From Mike Chorost, author of Rebuilt: How Becoming Part Computer Made Me More Human (Houghton Mifflin, 2005):


Stephen Jay Gould was a leading opponent of evolutionary psychology, especially of the moronic pop-psychology variety that Quirk is selling. Gould's evisceration of Helena Cronin's "The Ant and the Peacock" in the New York Review of Books is a joy to behold, and I don't think Cronin's bff Richard Dawkins has ever forgiven him for it.

It's actually no wonder that evolutionary psychology is so popular - it's so easy to prove the premises of evolutionary psychology - at least to the satisfaction of other evolutionary psychologists and ignoramuses who are impressed by anything labeled "science."

Here's how it works:

  • Identify something to study.
  • Do a study of it: observe human behavior - or just send out a survey
  • Claim that the behaviors observed, or the survey results are evidence of "human nature."

    It's a little like Eddie Izzard's description of British imperialism - just stick a flag in.

    That's why the name David Buss doesn't provoke shame and/or laughter in spite of the fact that he actually chose to interpret female sexual slavery as evidence of female sexual selection, as documented in David Buller's Adapting Minds.

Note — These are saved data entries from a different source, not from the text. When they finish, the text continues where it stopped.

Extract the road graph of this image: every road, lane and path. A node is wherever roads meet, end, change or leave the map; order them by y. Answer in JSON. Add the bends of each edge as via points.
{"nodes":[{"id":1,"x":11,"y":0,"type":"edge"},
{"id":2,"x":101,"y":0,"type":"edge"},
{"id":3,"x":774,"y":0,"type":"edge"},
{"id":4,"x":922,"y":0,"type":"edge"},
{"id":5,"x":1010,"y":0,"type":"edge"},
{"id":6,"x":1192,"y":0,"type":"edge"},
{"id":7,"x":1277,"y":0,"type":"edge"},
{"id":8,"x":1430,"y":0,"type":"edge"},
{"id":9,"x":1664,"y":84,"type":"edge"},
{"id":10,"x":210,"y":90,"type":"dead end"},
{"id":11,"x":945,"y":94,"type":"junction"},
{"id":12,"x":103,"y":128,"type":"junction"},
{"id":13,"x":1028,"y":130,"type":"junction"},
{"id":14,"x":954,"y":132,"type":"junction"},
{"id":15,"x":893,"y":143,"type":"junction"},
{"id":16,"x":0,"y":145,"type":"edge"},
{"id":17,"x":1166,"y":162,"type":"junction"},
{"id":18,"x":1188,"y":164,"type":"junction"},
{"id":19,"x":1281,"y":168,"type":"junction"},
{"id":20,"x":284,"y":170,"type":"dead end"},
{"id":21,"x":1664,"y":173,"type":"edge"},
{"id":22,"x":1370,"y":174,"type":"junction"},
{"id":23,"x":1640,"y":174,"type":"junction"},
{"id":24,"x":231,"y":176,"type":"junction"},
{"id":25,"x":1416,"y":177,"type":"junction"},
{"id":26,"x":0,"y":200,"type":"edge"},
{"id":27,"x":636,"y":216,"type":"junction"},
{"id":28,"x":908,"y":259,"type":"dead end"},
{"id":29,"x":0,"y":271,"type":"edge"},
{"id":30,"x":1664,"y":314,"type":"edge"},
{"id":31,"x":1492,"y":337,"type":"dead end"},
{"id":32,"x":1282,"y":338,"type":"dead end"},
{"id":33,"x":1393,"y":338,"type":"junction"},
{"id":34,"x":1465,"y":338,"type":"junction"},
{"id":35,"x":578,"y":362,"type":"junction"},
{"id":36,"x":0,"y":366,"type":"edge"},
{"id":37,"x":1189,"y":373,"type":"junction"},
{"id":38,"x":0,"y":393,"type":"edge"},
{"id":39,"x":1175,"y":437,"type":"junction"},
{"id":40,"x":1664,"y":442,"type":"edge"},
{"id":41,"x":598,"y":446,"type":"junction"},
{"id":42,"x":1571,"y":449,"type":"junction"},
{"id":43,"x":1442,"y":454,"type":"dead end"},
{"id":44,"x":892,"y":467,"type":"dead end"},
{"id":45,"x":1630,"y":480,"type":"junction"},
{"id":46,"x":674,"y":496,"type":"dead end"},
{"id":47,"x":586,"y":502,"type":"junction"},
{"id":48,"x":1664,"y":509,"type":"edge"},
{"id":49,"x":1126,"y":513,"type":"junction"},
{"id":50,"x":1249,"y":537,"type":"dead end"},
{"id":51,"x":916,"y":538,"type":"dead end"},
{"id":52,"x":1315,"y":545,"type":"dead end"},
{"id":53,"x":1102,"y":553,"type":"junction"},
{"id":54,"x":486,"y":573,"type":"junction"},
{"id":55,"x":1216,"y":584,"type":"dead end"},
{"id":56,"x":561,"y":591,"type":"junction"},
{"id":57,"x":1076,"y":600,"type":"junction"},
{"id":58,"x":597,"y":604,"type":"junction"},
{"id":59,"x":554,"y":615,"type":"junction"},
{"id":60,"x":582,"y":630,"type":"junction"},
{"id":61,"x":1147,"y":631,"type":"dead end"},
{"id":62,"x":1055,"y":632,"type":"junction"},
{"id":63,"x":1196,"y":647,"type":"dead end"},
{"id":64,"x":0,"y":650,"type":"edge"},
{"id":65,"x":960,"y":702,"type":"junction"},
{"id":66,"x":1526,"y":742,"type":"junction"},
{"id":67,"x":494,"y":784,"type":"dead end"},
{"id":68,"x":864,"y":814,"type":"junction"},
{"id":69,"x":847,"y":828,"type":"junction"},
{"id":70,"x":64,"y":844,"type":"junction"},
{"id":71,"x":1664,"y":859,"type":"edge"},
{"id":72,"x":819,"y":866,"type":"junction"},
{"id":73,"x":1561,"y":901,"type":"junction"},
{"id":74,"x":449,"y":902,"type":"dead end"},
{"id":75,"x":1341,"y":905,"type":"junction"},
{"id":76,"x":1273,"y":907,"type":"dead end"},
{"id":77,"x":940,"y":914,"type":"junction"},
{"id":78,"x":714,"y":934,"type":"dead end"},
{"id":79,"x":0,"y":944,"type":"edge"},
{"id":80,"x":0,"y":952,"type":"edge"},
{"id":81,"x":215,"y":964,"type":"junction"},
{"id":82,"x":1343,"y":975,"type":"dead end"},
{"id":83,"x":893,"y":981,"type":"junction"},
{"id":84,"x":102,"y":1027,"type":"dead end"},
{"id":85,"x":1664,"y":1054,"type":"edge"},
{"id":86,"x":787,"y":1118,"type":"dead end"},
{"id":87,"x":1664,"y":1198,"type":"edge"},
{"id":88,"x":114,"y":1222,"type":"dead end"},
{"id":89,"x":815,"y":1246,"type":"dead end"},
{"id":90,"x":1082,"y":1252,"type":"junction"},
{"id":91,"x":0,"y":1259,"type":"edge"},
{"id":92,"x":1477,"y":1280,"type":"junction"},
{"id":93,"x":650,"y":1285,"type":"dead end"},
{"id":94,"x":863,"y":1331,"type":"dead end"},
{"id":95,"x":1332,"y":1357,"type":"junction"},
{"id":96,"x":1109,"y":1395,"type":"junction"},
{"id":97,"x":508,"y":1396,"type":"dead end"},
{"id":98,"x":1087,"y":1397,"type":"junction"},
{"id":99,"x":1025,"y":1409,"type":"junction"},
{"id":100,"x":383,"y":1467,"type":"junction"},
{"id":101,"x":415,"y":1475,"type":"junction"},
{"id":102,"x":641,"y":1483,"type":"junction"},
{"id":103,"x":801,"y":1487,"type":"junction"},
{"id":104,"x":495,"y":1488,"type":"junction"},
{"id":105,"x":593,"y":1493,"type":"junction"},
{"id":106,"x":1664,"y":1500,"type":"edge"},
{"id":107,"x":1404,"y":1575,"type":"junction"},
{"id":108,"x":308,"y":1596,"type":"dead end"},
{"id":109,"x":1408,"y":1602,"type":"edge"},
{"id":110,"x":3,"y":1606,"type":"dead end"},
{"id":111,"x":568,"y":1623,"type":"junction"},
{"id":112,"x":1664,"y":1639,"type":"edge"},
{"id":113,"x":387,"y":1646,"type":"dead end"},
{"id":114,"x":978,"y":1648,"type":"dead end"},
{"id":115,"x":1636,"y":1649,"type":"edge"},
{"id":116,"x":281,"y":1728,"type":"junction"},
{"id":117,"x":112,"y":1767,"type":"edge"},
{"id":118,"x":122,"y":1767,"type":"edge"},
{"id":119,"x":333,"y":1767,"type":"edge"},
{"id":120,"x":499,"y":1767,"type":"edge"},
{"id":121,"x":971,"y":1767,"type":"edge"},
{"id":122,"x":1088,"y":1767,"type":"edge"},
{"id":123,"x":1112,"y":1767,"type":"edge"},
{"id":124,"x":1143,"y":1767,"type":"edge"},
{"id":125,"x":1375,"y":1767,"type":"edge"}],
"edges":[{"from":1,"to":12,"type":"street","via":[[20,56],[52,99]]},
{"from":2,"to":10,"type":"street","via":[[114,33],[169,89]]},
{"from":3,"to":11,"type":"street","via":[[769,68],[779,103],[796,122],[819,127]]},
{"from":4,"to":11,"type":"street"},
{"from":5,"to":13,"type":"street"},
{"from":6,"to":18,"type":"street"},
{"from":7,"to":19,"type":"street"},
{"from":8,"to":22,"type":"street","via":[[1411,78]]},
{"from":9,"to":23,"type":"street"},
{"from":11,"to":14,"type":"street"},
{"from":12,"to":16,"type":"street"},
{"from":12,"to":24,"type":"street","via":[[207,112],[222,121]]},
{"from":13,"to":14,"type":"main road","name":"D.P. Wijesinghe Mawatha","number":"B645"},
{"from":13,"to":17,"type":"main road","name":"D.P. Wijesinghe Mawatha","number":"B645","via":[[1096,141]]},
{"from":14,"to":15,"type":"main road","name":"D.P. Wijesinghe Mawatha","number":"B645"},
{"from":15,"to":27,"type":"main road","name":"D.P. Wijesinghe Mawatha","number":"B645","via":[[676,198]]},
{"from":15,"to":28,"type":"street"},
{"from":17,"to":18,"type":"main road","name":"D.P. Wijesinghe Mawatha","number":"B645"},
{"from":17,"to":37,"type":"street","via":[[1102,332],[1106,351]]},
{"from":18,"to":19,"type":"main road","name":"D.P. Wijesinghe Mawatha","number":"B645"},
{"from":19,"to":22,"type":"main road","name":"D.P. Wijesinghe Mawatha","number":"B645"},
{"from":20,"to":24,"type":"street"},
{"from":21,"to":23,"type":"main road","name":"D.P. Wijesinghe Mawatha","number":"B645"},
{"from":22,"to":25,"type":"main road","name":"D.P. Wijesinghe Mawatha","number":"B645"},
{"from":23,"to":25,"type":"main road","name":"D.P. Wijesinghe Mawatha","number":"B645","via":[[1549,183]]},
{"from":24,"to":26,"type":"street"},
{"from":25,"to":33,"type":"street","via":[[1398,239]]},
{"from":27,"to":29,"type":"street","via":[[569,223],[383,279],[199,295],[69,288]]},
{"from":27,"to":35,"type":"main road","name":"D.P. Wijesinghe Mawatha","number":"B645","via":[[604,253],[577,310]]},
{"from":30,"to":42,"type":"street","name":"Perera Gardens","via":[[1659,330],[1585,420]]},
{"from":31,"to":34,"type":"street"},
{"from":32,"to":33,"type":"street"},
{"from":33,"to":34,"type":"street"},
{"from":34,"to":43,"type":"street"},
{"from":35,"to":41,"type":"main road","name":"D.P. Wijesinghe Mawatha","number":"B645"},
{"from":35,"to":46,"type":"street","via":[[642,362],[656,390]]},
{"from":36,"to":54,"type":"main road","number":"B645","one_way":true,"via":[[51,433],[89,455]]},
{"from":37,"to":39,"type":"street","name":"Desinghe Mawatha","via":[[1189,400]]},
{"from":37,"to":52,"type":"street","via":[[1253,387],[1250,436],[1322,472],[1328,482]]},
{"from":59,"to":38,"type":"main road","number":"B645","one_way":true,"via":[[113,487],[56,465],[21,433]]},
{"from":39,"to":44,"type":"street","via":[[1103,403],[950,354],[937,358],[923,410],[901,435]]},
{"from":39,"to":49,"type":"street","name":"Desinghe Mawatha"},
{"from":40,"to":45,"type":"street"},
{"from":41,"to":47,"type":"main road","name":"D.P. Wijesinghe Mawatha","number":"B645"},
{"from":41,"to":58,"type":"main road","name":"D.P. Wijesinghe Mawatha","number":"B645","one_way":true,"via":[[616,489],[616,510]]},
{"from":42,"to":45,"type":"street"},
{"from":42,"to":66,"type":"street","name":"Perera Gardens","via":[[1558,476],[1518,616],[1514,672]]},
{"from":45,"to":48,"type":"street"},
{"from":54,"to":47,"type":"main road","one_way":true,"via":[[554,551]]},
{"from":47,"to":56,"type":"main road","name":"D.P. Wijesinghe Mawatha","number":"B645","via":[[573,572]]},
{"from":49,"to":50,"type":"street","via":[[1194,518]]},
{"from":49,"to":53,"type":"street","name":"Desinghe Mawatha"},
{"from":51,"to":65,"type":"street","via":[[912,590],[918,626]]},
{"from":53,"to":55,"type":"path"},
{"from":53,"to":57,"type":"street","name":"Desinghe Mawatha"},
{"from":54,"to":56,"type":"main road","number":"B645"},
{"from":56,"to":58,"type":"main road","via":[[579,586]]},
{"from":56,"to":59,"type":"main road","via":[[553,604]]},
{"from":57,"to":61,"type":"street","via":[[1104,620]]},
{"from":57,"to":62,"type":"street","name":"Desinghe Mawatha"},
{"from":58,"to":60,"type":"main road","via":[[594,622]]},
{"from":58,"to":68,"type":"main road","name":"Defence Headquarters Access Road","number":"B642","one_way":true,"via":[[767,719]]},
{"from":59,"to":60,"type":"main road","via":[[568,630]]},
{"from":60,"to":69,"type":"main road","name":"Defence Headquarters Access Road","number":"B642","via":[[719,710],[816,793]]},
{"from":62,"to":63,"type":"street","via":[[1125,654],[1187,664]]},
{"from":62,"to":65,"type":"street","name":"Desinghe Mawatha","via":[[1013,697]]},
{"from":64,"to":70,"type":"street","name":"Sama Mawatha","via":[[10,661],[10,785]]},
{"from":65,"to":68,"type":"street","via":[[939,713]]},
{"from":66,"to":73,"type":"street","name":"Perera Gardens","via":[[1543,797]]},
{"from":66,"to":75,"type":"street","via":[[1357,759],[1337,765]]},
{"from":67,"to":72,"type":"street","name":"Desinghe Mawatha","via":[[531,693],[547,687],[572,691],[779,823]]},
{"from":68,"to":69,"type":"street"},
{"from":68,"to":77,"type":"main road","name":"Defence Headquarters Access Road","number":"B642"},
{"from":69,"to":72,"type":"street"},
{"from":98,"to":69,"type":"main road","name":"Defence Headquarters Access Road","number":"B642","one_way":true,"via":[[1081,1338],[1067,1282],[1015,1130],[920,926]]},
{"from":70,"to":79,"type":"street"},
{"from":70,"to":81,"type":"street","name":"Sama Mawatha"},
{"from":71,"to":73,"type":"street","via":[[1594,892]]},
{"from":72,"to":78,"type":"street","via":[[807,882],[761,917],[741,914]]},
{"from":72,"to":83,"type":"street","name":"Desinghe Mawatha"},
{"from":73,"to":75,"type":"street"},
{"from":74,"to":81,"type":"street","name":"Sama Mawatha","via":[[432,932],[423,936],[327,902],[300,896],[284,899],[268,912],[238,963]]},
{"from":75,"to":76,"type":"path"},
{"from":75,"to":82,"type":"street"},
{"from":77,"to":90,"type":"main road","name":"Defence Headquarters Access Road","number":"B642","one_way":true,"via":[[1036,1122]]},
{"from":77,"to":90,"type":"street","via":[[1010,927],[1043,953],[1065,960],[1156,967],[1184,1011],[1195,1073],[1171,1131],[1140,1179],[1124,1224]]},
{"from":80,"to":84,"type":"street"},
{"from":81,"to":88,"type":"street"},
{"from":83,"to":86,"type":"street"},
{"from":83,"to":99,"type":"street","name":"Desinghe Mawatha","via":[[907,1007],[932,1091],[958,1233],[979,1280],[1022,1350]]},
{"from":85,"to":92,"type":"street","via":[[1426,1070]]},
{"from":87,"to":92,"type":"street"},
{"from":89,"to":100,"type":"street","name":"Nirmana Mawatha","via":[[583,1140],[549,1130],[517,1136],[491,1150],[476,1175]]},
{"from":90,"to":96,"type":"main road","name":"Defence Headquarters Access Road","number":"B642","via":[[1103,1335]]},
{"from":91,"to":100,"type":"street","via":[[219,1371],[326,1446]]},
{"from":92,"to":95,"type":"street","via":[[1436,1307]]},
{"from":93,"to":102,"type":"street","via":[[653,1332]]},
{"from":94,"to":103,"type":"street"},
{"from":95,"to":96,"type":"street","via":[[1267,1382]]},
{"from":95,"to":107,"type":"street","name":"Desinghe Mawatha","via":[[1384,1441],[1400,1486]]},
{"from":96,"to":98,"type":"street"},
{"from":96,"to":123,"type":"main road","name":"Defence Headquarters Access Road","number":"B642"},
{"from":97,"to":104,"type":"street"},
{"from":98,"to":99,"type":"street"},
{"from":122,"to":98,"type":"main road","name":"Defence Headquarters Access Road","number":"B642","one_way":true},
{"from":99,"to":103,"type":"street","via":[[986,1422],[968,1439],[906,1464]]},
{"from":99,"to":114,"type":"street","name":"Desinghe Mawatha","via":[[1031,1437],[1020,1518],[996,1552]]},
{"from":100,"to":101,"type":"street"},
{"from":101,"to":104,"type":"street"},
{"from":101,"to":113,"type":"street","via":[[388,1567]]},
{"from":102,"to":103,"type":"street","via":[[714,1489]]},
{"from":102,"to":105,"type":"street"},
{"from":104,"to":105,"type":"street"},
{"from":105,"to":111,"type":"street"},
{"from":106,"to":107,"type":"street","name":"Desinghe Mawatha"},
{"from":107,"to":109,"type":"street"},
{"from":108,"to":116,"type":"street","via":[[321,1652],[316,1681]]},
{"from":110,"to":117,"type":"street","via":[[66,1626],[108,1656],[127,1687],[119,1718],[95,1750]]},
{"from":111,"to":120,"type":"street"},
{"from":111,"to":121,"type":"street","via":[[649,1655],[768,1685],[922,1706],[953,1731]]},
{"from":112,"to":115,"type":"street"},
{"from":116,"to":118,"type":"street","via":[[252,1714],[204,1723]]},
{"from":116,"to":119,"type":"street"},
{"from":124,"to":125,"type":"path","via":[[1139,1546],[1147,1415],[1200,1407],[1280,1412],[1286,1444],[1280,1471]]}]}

    Regular readers of this blog know how much I despise evolutionary psychology and those who promote it. I ripped into David Brooks recently

    I have to say, the New Yorker article The decline effect and the scientific method has been indispensable in arguing against evolutionary psychology since its promoters tend to cite debunked studies. Brooks cites the debunked "symmetry" effect, and Quirk cites "verbal overshadowing."

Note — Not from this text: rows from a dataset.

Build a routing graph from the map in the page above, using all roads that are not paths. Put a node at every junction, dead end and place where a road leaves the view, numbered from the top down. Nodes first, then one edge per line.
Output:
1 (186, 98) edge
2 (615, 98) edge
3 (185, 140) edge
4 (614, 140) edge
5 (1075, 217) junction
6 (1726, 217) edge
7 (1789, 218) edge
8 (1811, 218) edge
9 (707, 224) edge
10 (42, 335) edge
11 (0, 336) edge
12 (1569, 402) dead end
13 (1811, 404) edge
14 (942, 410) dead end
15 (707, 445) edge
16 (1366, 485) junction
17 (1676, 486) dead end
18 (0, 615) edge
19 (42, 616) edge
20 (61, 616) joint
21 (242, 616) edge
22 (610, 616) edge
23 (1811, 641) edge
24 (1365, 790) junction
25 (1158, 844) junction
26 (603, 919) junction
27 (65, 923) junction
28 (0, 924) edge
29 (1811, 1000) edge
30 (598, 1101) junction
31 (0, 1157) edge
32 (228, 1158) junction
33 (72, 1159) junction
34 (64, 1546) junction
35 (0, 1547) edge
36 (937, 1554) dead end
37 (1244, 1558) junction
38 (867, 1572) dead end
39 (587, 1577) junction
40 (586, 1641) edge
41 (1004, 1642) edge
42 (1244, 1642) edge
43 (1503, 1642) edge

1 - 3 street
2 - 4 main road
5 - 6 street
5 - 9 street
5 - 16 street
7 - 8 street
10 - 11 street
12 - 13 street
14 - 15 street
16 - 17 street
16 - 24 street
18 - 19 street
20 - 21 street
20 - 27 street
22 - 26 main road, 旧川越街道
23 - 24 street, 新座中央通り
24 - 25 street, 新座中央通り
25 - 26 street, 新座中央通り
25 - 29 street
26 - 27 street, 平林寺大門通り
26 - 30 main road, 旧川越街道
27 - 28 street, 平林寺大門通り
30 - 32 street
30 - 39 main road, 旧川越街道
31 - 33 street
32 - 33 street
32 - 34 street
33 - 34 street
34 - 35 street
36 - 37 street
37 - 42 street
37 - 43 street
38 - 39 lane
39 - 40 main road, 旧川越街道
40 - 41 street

    You're so clueless about your own experience, you've already re-written the paragraph you just read. Close your eyes and sum up what was just said. Done? Now when you re-read it, you'll find you don't remember the words, but only your impression of what was said. Once you say it, you replace your vague impression with your act of verbalizing it. Associate Professor of Cognitive Psychology Jonathan Schooler calls the effect "verbal overshadowing."


    I guess Quirk is too busy searching for proof of human nature to read the New Yorker, which reported in "The decline effect...":
    "Jonathan Schooler was a young graduate student at the University of Washington in the nineteen-eighties when he discovered a surprising new fact about language and memory. At the time, it was widely believed that the act of describing our memories improved them. But, in a series of clever experiments, Schooler demonstrated that subjects shown a face and asked to describe it were much less likely to recognize the face when shown it later than those who had simply looked at it. Schooler called the phenomenon “verbal overshadowing.”

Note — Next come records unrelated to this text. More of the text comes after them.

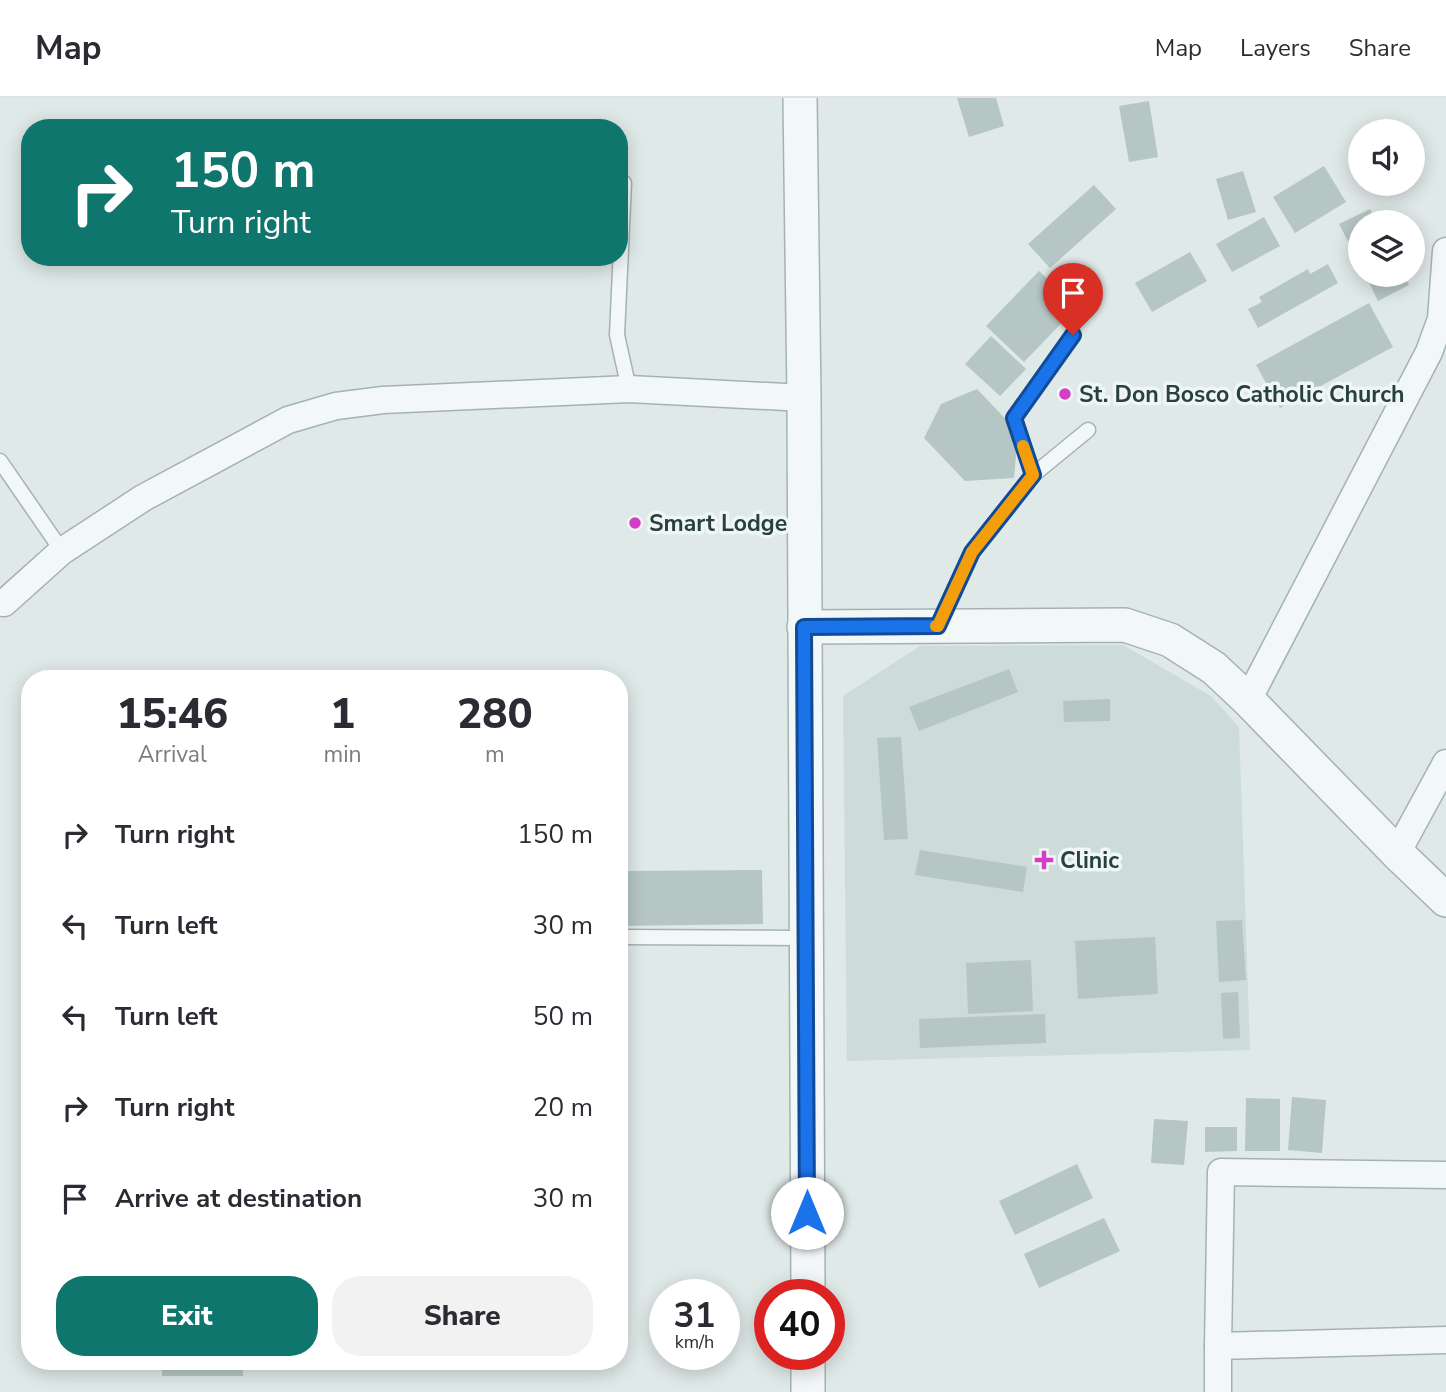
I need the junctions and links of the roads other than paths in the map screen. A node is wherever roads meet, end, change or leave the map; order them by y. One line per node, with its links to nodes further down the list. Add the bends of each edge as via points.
1 (800, 98): 6 (street)
2 (1446, 251): 14 (street, via 1441,319 1429,352)
3 (620, 266): 5 (lane, via 617,335)
4 (1073, 335): 9 (lane, via 1014,418)
5 (629, 389): 6 (street); 10 (street, via 336,406 288,420 143,498)
6 (804, 398): 13 (street)
7 (1088, 430): 9 (lane)
8 (0, 461): 10 (lane)
9 (1033, 475): 12 (lane, via 972,552)
10 (62, 551): 11 (street)
11 (4, 603)
12 (938, 626): 13 (street); 14 (street, via 1125,625 1170,640 1214,668)
13 (804, 627): 19 (street)
14 (1248, 700): 16 (street)
15 (1446, 763): 16 (street)
16 (1396, 853): 17 (street)
17 (1446, 900)
18 (628, 937): 19 (lane)
19 (806, 938): 21 (street)
20 (1446, 1175): 23 (street, via 1221,1172)
21 (808, 1279)
22 (1446, 1340): 23 (street)
23 (1217, 1346): 26 (street)
24 (808, 1370): 25 (street)
25 (808, 1392)
26 (1219, 1392)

    The study turned him into an academic star. Since its initial publication, in 1990, it has been cited more than four hundred times. Before long, Schooler had extended the model to a variety of other tasks, such as remembering the taste of a wine, identifying the best strawberry jam, and solving difficult creative puzzles. In each instance, asking people to put their perceptions into words led to dramatic decreases in performance.

    But while Schooler was publishing these results in highly reputable journals, a secret worry gnawed at him: it was proving difficult to replicate his earlier findings. “I’d often still see an effect, but the effect just wouldn’t be as strong,” he told me. “It was as if verbal overshadowing, my big new idea, was getting weaker.” At first, he assumed that he’d made an error in experimental design or a statistical miscalculation. But he couldn’t find anything wrong with his research. He then concluded that his initial batch of research subjects must have been unusually susceptible to verbal overshadowing. (John Davis, similarly, has speculated that part of the drop-off in the effectiveness of antipsychotics can be attributed to using subjects who suffer from milder forms of psychosis which are less likely to show dramatic improvement.) “It wasn’t a very satisfying explanation,” Schooler says. “One of my mentors told me that my real mistake was trying to replicate my work. He told me doing that was just setting myself up for disappointment.”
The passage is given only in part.